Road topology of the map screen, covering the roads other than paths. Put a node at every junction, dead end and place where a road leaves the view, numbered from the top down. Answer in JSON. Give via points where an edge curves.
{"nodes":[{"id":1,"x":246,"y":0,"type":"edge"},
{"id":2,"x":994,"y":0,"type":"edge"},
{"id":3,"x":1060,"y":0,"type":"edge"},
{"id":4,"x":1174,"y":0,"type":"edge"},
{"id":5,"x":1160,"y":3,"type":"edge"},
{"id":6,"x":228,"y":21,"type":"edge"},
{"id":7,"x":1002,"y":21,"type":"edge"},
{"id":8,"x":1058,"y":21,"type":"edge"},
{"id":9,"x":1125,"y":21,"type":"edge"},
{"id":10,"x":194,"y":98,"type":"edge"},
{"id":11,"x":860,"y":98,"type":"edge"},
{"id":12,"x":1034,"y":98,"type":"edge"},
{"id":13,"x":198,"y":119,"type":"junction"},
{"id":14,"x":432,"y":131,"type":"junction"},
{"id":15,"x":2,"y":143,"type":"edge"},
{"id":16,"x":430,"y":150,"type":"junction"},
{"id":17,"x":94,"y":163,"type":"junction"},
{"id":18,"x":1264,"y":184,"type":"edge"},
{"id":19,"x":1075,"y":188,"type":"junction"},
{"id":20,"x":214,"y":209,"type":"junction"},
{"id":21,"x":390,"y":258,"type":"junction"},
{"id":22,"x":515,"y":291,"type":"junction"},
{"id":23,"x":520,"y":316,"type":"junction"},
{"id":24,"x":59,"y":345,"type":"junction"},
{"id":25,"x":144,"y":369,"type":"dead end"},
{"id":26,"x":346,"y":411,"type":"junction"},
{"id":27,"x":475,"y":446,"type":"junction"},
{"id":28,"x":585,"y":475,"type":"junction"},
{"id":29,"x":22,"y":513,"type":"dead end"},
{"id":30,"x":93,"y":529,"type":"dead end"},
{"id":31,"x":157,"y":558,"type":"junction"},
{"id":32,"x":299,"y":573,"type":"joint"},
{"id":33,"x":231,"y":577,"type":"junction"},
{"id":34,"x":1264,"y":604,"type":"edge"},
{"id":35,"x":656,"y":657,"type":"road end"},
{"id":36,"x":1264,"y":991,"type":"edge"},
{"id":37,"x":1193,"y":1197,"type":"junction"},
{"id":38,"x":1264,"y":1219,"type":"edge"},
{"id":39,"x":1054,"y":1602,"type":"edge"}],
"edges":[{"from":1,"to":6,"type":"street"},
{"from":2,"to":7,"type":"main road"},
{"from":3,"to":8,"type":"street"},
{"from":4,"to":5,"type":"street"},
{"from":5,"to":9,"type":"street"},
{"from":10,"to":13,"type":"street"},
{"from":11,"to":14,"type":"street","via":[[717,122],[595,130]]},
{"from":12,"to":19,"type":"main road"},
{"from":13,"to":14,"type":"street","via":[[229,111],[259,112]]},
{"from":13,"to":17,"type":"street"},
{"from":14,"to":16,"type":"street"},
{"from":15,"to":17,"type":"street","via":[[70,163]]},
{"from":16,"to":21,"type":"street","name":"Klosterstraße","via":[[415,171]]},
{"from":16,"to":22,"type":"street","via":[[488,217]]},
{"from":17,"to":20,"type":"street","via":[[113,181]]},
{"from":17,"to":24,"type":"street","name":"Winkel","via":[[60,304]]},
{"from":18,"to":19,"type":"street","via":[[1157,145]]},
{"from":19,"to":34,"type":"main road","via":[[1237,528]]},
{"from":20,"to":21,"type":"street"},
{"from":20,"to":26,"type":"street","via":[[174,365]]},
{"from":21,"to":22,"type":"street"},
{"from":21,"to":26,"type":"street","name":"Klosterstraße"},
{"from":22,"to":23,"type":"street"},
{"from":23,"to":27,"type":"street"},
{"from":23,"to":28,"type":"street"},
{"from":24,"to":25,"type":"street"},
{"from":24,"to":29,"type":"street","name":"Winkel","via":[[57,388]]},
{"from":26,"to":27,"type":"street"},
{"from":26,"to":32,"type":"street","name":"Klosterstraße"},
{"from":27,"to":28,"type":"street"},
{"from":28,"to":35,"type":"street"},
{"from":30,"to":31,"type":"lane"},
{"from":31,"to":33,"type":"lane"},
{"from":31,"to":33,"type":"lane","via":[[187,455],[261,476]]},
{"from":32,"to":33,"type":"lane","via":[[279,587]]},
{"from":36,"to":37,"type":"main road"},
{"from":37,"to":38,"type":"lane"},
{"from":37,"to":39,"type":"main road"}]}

• _Task details_
Check each line above for the string "lane" and copy every line that has it.

• _Reply_
{"from":30,"to":31,"type":"lane"},
{"from":31,"to":33,"type":"lane"},
{"from":31,"to":33,"type":"lane","via":[[187,455],[261,476]]},
{"from":32,"to":33,"type":"lane","via":[[279,587]]},
{"from":37,"to":38,"type":"lane"},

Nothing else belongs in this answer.